Practical tips for eating healthy at home (or on the go)
Eating healthy should be enjoyable, whether you’re homebound or on the go.
But older adults sometimes lose interest in eating, find food preparation taxing or leave behind good eating habits. And that’s dangerous because eating right can help keep your body and mind healthy and extend your quality of life, according to researchers at Harvard University.
Fortunately, older adults can start or reignite necessary healthy eating habits, regardless of their activity and mobility levels.
“An important consideration, is it’s never too late to build better habits and improve your health,” says Samuel Walker, a Registered Dietician and owner of Samuel Walker Nutrition Consulting. “As we age, we experience multiple physical changes in our bodies. Metabolism decreases, altering levels of hunger and appetite, as well as the amount of energy we feel. And with less food being eaten, we can experience nutrient deficiencies. Along with these deficiencies, we see decline in areas such as mental cognition, bone and joint health, and lean body mass. Focusing on healthy nutrition habits can go a long way in mitigating decline, which will help support quality of life and independence.”

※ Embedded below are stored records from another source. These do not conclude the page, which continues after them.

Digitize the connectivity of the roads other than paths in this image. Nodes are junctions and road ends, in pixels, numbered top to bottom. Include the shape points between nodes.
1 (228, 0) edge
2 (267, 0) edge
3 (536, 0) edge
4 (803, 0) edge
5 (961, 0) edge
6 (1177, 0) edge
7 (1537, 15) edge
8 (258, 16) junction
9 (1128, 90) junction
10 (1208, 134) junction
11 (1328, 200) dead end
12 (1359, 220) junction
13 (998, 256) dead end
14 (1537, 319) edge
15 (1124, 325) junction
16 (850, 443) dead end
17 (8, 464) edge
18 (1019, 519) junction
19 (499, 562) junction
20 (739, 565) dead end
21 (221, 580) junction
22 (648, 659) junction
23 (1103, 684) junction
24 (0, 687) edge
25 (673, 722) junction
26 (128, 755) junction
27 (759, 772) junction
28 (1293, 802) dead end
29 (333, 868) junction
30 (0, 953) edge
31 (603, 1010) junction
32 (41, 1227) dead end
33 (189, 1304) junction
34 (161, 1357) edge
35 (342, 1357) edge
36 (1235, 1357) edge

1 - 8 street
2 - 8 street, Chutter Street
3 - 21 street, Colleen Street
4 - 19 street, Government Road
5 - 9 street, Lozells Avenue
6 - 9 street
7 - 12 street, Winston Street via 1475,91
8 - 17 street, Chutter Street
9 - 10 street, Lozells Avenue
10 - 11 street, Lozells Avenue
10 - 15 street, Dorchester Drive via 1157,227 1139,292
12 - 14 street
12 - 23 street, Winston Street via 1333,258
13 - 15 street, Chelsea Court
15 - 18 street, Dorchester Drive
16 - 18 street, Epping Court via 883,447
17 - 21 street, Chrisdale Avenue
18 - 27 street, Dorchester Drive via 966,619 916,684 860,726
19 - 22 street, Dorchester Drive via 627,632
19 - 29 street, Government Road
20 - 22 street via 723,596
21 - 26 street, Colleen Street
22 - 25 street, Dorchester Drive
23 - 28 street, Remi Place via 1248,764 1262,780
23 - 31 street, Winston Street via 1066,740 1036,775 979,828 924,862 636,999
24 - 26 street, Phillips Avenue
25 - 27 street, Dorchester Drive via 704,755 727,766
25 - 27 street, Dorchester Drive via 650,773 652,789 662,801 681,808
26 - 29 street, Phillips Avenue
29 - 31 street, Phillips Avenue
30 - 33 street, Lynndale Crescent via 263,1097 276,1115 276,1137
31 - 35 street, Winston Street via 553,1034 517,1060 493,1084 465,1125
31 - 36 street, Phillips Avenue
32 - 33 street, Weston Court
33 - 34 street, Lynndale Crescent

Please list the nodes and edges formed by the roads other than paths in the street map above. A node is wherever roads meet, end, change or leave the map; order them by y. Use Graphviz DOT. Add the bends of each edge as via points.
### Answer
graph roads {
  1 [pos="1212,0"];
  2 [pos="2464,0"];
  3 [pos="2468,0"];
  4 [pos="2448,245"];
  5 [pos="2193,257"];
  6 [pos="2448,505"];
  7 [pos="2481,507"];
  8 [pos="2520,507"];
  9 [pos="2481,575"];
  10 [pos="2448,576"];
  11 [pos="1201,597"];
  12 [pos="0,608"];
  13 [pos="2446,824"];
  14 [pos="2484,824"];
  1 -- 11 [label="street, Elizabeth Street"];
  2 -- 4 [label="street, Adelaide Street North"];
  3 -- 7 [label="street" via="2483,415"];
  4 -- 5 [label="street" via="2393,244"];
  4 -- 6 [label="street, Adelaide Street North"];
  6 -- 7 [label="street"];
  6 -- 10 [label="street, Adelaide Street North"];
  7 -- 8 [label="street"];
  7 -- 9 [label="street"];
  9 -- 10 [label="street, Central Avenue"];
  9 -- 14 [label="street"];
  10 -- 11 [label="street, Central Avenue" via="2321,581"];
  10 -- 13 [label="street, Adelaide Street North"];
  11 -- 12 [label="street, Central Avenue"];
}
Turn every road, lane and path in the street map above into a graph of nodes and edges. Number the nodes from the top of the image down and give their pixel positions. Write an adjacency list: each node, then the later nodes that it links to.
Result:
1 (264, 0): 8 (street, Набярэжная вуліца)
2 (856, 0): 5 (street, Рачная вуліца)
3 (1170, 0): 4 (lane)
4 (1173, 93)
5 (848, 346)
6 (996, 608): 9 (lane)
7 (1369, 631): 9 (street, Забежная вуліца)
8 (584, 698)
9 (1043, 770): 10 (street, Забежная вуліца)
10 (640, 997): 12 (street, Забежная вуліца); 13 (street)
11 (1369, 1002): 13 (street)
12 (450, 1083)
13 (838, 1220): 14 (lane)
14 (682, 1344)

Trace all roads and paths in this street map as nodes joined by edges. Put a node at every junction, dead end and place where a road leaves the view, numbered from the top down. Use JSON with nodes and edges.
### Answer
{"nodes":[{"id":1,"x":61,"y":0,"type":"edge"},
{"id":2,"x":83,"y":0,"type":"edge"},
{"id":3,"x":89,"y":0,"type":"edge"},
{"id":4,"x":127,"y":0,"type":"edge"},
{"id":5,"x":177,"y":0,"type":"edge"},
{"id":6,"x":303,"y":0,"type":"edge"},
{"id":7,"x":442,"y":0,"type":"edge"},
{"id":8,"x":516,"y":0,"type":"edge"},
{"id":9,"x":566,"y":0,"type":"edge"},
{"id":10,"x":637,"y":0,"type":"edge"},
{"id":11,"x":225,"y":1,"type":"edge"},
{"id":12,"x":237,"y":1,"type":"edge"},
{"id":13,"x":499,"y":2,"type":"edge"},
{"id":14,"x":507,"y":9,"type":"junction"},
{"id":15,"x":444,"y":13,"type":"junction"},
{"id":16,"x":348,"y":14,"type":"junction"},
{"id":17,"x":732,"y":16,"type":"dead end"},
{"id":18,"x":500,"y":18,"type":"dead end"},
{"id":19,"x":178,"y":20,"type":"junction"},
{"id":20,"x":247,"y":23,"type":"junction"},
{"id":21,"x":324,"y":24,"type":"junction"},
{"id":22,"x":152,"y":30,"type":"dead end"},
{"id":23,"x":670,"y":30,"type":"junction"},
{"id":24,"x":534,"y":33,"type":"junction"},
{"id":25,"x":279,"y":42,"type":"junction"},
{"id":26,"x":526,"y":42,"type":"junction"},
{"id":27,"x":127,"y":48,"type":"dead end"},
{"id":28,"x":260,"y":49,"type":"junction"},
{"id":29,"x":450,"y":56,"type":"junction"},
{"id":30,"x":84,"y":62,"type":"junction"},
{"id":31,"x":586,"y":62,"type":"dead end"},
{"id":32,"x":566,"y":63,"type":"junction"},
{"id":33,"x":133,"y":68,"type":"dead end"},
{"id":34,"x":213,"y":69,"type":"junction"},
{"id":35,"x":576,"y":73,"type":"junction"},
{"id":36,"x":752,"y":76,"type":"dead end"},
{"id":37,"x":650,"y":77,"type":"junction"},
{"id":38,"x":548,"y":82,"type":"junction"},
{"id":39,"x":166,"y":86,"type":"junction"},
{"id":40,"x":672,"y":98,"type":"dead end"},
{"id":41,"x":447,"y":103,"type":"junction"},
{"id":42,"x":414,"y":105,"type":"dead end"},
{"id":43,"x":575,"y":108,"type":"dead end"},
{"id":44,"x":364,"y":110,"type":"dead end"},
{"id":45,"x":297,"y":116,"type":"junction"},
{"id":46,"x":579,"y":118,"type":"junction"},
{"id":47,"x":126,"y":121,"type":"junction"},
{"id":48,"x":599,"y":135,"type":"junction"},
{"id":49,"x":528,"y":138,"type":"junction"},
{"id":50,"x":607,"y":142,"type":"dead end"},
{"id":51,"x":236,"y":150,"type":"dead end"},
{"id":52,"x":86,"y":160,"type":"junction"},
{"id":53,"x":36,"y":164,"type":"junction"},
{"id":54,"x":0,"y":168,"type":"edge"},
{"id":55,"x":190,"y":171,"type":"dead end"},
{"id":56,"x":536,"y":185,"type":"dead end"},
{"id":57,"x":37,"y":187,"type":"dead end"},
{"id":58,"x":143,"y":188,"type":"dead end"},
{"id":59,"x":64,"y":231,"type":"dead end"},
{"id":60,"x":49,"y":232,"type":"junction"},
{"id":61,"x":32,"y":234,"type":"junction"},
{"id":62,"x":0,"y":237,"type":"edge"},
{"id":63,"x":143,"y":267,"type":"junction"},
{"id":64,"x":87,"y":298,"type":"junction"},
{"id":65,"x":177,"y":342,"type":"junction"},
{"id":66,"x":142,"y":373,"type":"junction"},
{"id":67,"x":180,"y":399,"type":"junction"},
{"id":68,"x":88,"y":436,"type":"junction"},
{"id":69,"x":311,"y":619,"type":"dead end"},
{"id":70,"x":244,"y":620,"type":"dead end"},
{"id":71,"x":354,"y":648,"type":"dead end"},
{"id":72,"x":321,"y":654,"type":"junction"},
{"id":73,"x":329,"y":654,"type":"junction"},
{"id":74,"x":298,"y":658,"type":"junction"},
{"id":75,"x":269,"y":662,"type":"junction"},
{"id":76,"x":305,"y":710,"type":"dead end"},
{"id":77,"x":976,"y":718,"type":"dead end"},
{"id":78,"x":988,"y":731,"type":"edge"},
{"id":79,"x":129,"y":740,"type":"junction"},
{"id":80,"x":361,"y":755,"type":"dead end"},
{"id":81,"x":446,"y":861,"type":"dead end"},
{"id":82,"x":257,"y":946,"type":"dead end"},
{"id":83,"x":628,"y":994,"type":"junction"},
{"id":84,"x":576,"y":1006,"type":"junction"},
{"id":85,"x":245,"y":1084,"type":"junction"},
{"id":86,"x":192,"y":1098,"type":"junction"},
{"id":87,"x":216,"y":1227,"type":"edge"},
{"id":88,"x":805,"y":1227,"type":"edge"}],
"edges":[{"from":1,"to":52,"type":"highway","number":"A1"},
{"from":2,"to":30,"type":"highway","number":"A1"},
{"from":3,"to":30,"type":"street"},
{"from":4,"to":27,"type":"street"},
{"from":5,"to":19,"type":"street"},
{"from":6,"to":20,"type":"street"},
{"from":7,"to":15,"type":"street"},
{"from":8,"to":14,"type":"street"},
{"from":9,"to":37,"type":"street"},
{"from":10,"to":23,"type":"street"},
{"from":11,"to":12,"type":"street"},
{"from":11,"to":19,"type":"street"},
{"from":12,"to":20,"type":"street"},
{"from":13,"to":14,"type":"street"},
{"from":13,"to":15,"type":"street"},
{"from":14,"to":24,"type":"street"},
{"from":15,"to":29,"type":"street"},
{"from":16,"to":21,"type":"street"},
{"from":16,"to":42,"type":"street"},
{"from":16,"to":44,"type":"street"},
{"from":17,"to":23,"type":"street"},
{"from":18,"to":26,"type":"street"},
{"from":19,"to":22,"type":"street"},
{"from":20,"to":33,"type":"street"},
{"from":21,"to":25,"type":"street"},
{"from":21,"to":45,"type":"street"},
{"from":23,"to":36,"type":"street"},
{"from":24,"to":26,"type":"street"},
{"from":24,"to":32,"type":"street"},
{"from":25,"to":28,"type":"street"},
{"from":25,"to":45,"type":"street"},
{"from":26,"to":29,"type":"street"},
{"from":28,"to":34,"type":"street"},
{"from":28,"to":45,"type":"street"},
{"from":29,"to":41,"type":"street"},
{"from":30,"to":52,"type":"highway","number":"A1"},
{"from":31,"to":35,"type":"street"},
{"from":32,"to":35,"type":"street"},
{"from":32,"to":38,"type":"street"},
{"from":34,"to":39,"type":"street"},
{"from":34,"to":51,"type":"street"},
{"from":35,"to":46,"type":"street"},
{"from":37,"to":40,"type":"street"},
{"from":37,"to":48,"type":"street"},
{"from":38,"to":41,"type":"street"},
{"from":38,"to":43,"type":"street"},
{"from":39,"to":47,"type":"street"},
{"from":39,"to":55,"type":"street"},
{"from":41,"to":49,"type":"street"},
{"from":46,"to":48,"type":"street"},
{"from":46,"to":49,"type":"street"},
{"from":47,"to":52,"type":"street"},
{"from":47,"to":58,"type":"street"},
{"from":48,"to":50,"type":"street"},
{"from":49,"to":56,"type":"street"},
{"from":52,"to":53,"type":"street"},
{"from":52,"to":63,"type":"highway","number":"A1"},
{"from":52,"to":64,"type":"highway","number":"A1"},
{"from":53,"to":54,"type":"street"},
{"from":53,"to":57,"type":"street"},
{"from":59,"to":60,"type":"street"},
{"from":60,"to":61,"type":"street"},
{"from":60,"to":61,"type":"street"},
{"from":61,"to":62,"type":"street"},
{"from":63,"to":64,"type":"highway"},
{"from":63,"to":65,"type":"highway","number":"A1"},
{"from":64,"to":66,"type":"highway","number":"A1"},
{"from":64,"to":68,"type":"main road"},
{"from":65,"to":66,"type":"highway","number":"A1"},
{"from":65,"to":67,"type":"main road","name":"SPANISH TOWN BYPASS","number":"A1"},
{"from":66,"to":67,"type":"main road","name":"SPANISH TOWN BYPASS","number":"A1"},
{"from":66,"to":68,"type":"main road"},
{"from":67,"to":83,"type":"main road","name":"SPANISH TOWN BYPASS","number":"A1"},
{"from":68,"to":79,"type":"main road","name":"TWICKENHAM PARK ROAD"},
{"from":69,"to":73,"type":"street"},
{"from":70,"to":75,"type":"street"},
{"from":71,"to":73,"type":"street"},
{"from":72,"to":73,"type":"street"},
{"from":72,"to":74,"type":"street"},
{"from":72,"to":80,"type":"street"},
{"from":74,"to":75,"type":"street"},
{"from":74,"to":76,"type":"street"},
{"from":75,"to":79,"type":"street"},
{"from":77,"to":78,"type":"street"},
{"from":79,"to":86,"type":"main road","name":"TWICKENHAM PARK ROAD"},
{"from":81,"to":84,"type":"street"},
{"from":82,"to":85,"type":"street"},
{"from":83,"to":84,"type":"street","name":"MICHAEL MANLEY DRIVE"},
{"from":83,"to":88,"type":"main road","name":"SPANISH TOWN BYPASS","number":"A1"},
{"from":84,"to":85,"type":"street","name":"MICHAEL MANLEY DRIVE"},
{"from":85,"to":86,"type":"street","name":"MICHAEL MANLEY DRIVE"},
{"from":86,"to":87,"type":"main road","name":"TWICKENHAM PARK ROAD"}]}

Here are practical tips older adults can use for eating healthy (or healthier):
Keep a schedule – but don’t be afraid to deviate
“The best schedule for each individual will look different based on their particular lifestyle – fortunately, there is no one mold you need to conform to foster great nutrition and bolster your health,” Walker says.
Establish a routine, regardless of how many meals and snacks you prefer each day. And that routine is about more than just the time you eat. Think about where you eat and similar foods you’ll have at similar times each day.
“For example, having a staple breakfast, mid-morning snack, lunch, afternoon snack, followed by dinner helps to build regular patterns, which serve as a foundation for your nutritional practices,” says Walker.
When you create routines, you’ll develop patterns. Patterns become habits and good habits will help create mental and physical well-being.
“Remember, it is perfectly OK to deviate from your routine at times,” Walker reminds us. “But having one in place ensures you have a healthy base to get back on track – you’re always just one bite away!”
Focus on nutrients
“While it is true that we need fewer calories as we age, our nutrient needs actually increase with age – this means that focusing nutrition around nutrient-dense foods, and perhaps supplements, becomes more important,” Walker says.
Older adults want to focus on these nutrients:
“Older adults have less total body water. We literally get drier with age and have a higher risk of dehydration,” says Walker.
Some people just don’t get as thirsty as they once did, which can lead to dehydration.
Recommendation: Aim to drink two to three liters of fluids each day, knowing you also get fluids through some foods. Focus mainly on water to “promote proper digestion and decrease constipation, improve cognition and mental acuity, and reduce strain on the kidneys,” Walker says.
Protein builds and maintains muscle tissue. Older adults actually need more protein in their daily diet as they age.
“Fear not!” Walker says, ” Maintaining a diet with plenty of lean meats, low-fat dairy, including milk, yogurt, and cheese – which will help support higher calcium needs – can ensure you are getting enough protein.”
Recommendation: Try to get protein at each meal or snack, ideally in a portion that’s the size of the palm of your hand. That should give you roughly 20 grams of high quality protein.
Carbs are a source of energy and fiber. The more active you are, the more carbohydrates you need.
“Great sources of quality carbs include whole-grain breads and pastas, fruits of all kinds, and starchy vegetables, such as potatoes, corn, peas, beans and lentils. Even better, those beans and lentils are loaded with fiber and pack a bit of protein too.
Recommendation: Try following the Harvard T.H. Chan School of Public Health’s Healthy Eating Plate. At most meals, fill half of your plate with vegetables. You might have a half or full serving of fruit as part of a snack, too.
Yep, you want and need fats in your daily diet.
“Dietary fat is important for hormonal and inflammation regulation, as well as for transporting a number of nutrients in the body,” Walker says.
In particular, the omega-3 and omega-6 fatty acids are considered “essential fatty acids” because our bodies can’t make them.
Recommendation: To pick up those important fats, try fish such as salmon, sardines, mackerel and herring, and plant-based sources include chia, flax, hemp seeds and walnuts, which are rich in omega-3. Small amounts of olive and canola oils, nuts and nut butters, as well as avocados are high in omega-6.
Walker’s final advice:
“Maintaining a diet that includes a variety of those foods listed above will ensure you are getting most of your required vitamins, minerals, as well as beneficial antioxidants. The old adage, ‘Eat the rainbow’ is well-suited here!
“However, when intake through food alone is insufficient, a high-quality multivitamin may help bring up lagging areas. Opt for one formulated for older adults, which will be low or free of vitamin A, as chances of toxicity increase with age due to higher absorptive rates of this vitamin.